_What the exercise asks_
Extract every line of the material that holds the string "joint".

━━━━━━━━━━━━━━━━━━━━

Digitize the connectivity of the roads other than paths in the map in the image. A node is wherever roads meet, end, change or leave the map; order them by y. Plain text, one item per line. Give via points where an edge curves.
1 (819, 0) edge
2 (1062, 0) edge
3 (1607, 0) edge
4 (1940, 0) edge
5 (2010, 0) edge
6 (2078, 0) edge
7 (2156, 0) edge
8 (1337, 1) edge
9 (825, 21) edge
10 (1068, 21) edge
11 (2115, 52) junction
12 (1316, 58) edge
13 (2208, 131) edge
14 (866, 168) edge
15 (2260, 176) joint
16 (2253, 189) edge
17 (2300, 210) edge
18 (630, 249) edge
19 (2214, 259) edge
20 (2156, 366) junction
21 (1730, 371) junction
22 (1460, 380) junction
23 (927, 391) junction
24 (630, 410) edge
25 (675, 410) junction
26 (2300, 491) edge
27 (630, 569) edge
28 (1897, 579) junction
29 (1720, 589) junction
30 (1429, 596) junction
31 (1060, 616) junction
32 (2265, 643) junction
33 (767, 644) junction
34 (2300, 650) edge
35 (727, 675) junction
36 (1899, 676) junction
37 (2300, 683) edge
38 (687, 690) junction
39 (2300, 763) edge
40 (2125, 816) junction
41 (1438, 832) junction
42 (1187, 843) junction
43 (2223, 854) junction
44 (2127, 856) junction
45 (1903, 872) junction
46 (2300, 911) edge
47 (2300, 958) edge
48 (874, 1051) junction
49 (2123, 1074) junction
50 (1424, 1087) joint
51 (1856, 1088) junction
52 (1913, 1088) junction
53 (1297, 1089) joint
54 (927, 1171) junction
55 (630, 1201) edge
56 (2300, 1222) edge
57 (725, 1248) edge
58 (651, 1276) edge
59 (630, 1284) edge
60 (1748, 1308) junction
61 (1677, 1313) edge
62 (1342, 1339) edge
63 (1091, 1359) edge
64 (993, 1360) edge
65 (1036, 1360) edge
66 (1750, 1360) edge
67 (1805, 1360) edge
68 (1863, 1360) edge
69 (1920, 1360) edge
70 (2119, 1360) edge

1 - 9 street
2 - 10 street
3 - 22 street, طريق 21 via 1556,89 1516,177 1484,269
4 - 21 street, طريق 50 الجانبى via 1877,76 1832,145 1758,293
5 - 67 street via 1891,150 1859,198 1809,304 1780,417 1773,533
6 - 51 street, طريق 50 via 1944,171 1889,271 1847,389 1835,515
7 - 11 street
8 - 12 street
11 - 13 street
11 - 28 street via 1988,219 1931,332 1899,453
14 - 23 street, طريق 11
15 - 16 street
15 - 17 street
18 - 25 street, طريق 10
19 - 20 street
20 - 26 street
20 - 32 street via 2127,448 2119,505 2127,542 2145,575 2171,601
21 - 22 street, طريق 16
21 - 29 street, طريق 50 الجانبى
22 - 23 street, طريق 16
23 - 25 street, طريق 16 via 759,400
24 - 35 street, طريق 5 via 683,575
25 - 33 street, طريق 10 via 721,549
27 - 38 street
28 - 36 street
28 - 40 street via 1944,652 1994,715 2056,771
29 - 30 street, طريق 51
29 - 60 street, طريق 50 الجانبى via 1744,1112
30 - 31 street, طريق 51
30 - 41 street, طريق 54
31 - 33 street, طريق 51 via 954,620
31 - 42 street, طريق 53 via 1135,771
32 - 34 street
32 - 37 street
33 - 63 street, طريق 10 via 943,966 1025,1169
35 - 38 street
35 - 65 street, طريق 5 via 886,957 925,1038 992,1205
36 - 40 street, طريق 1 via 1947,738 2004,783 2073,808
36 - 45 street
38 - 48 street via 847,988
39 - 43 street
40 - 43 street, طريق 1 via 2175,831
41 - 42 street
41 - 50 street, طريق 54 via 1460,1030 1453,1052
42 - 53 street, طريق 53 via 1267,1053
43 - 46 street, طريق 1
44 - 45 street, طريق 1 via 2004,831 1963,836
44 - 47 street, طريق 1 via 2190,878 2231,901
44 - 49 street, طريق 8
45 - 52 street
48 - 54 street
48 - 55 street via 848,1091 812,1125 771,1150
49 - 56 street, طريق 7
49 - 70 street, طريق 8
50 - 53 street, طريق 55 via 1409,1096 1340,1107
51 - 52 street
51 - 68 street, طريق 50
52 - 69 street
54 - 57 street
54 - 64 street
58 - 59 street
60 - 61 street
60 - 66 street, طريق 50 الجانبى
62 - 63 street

━━━━━━━━━━━━━━━━━━━━

_Written response_
15 (2260, 176) joint
50 (1424, 1087) joint
53 (1297, 1089) joint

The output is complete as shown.